List mutation and garbage collection

Summary

A developer questioned whether the private List<String> field in CircularNavigatorString—populated via List.copyOf()—was being mutated in memory. The concern was whether such mutation would generate garbage, requiring garbage collection (GC). The answer is no: the list is immutable, the index update is a primitive integer mutation on the heap, and no GC overhead occurs beyond standard reference management.

Root Cause

The confusion arises from a misunderstanding of Java’s memory model and the List.copyOf() contract.

  • Immutability: List.copyOf(items) returns a secure, unmodifiable list. You cannot add, remove, or replace elements. The object graph is immutable.
  • State vs. Data: The class maintains two distinct pieces of state:
    1. items: An immutable reference to the data structure (constant memory footprint).
    2. index: A primitive int (32-bit) stored directly in the object header on the heap.
  • Mutation Scope: The “mutation” occurs only in the index variable. When you call next() or previous(), you are calculating a new integer and assigning it to this.index. This is a standard heap-write operation, identical to updating a counter.

Why This Happens in Real Systems

This pattern is common in flyweight navigators or circular buffers where the underlying dataset is static (read-only), but the view position is dynamic.

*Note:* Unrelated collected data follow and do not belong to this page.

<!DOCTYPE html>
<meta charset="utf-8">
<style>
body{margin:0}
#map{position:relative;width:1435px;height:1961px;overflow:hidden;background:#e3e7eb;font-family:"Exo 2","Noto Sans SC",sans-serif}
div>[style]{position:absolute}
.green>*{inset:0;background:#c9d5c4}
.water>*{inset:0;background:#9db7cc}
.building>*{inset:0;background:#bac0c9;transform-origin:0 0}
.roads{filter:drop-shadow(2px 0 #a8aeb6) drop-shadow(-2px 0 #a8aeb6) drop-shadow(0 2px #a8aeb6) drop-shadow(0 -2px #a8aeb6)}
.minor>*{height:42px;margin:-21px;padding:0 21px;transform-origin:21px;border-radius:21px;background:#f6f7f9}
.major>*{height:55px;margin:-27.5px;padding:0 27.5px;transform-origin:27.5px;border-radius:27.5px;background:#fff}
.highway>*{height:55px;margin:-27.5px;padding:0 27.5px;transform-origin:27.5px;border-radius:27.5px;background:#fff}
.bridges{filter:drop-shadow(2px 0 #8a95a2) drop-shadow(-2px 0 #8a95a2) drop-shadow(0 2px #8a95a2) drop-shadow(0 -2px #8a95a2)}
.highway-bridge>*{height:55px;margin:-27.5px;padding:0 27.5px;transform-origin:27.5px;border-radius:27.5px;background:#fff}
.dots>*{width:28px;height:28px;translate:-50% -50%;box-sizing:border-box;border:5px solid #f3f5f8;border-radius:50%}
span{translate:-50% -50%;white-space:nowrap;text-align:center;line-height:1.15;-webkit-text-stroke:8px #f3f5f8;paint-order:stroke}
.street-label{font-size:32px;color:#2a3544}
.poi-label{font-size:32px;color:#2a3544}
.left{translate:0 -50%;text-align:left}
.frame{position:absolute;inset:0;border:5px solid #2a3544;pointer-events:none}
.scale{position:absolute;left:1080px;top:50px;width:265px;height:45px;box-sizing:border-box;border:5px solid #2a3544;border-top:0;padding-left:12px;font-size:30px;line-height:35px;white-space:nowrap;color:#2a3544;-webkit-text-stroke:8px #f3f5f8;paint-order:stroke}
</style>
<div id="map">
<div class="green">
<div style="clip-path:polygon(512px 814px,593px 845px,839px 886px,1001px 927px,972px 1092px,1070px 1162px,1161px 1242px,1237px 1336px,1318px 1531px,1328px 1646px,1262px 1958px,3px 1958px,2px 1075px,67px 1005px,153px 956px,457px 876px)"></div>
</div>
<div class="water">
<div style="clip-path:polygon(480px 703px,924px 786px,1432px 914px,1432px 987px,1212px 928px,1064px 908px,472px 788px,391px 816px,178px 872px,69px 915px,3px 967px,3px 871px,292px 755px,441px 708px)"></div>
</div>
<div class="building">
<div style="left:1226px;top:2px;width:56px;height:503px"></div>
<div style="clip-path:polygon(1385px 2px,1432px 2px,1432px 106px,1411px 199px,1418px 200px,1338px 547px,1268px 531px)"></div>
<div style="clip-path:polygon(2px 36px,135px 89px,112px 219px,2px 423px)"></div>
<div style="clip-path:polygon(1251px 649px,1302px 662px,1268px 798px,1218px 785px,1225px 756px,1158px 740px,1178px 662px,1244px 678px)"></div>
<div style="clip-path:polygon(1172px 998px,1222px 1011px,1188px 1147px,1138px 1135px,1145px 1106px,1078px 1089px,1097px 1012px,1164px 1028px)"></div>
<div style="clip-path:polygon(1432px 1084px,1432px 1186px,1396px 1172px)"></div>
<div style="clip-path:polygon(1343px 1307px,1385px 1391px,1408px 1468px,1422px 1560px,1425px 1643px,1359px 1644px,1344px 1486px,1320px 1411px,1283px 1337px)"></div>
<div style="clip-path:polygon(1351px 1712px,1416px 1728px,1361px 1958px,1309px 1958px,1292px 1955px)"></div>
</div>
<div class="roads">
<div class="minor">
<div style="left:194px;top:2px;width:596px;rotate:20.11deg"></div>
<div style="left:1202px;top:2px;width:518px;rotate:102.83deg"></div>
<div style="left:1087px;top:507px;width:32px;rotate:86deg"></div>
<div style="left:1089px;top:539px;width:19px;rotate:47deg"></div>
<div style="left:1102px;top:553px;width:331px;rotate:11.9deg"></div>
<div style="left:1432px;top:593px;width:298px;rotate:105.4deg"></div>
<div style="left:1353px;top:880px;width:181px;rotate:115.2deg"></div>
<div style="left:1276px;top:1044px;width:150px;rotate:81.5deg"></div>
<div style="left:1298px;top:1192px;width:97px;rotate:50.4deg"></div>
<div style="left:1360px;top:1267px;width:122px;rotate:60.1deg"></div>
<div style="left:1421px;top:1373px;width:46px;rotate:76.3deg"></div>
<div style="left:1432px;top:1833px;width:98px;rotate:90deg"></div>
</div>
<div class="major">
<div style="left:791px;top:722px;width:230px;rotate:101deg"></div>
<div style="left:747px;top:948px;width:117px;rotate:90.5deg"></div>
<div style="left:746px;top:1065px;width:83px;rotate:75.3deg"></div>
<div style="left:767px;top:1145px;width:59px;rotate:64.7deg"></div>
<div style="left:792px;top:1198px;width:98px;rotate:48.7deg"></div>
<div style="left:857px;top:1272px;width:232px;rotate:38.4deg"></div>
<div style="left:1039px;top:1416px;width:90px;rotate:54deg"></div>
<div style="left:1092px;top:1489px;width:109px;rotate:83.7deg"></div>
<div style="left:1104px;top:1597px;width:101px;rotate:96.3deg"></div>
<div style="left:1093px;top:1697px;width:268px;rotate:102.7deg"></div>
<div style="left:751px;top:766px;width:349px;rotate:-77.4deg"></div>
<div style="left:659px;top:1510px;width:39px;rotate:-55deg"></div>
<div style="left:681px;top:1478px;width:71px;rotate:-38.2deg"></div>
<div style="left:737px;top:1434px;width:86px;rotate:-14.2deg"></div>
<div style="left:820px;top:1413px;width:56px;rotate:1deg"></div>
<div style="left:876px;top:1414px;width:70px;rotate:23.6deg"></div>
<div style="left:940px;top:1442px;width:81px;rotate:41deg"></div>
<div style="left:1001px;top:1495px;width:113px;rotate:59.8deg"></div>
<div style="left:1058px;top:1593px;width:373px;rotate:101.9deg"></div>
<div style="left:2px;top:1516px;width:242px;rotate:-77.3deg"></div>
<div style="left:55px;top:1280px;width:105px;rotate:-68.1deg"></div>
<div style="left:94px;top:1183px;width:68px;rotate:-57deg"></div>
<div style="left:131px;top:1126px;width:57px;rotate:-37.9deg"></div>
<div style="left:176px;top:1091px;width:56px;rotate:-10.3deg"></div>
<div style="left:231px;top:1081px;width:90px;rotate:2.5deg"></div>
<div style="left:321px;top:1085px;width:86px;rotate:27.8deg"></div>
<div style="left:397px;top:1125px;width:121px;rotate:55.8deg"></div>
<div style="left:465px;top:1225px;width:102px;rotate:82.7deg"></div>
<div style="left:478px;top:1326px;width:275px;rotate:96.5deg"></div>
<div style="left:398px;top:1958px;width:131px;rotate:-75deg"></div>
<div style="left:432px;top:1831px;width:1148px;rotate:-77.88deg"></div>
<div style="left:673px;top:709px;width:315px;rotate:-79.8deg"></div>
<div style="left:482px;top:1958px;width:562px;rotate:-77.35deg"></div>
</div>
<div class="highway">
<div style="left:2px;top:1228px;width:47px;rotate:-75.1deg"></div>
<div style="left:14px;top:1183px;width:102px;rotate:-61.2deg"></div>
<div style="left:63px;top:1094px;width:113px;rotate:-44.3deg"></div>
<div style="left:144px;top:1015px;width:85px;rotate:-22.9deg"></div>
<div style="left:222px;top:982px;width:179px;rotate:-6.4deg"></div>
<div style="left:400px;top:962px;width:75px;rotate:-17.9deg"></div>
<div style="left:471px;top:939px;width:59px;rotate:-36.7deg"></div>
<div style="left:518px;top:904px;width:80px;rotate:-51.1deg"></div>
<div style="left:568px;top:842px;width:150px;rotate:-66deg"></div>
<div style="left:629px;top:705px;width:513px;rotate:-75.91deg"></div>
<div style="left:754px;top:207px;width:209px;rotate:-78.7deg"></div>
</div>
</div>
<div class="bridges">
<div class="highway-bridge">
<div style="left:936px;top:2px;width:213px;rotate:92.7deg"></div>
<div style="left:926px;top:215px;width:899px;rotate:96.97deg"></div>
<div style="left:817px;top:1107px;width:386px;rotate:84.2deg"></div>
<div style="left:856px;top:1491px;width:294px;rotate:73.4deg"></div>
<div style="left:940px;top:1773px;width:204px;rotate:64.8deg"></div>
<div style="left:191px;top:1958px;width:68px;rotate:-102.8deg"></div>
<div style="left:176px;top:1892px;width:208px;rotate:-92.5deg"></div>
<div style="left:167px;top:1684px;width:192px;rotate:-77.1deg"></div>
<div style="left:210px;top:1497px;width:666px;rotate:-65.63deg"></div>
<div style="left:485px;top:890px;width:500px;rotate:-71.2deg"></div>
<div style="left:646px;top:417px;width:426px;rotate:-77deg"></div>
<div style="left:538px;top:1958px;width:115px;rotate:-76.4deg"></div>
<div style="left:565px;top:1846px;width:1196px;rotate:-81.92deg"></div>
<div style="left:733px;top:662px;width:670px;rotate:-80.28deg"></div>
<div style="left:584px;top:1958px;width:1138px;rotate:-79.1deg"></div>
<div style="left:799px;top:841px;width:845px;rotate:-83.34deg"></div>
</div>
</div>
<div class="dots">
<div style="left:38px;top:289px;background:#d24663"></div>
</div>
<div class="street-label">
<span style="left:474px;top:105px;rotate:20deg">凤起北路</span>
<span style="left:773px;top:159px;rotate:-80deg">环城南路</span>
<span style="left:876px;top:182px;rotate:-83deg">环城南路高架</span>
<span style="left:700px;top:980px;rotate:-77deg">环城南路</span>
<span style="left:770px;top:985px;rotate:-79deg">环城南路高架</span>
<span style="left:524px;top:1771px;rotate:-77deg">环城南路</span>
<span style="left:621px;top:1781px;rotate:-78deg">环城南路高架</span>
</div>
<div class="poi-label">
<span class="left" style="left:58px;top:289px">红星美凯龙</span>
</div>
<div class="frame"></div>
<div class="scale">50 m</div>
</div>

  • Read-Heavy Workloads: Systems often cache reference data (e.g., country codes, configuration lists) as immutable snapshots to avoid synchronization overhead.
  • Stateful Sessions: In a web request or user session, a single navigator instance tracks the “current” position for that specific user.
  • Memory Efficiency: Storing the list once (static or immutable) and tracking the view with a primitive integer is the most memory-efficient way to implement cyclic iteration. Creating new list copies for every position change would be a memory leak.

Real-World Impact

  • GC Pressure: Zero impact. The items list is referenced once and held for the life of the CircularNavigatorString instance. The index updates do not create new objects, so there is no allocation rate increase or GC churn.
  • Thread Safety: This implementation is not thread-safe. If multiple threads access next() or previous() concurrently, the index integer might update unpredictably (race condition), but it will not corrupt the items list.
  • Memory Leaks: There is no risk of memory leaks here. The object graph is simple: one instance reference holding one immutable list reference.

Example or Code

No complex code is needed to visualize the memory layout. The index is a primitive field stored inline in the object.

public String next() {
    // This calculation happens in the CPU register or stack,
    // then the result is written to the heap where 'this.index' lives.
    index = (index + 1) % items.size();
    return current();
}

How Senior Engineers Fix It

Senior engineers focus on thread safety and access patterns rather than GC concerns for this specific code.

  1. Concurrency Strategy:

    • Single Threaded: Keep as is.
    • Multi-Threaded Read-Only: Keep as is if threads have their own navigator instances.
    • Multi-Threaded Shared: If multiple threads share one navigator instance, replace int index with AtomicInteger or make the methods synchronized. However, for navigation, usually, each thread needs its own state, so creating new navigator instances is preferred over sharing.
  2. Memory Optimization:

    • Ensure List.copyOf() is appropriate. If the source list is massive and only a subset is needed, a Stream or pagination might be better.
    • Ensure the items list is truly immutable. If the input list contains mutable objects, List.copyOf() only freezes the list structure, not the contents.
  3. API Design:

    • Return defensive copies or views. The current items() method returns the immutable list directly, which is safe but exposes the internal structure. If the caller casts the list and tries to modify it (via raw types), they will get an exception. This is acceptable behavior.

Why Juniors Miss It

  1. Confusing State with Data: Junior developers often conflate the collection (the data) with the iterator (the state). They see “mutation” and immediately think “garbage creation.”
  2. Reference vs. Value: The difference between mutating a reference (pointer) and mutating the object it points to is a subtle concept in Java. Updating index changes a value in the object header; it does not touch the array backing the List.
  3. GC Anxiety: There is a common misconception that any write operation to the heap triggers garbage collection. In reality, GC is triggered by allocation and retention of objects. Updating an existing field (index) is not allocation.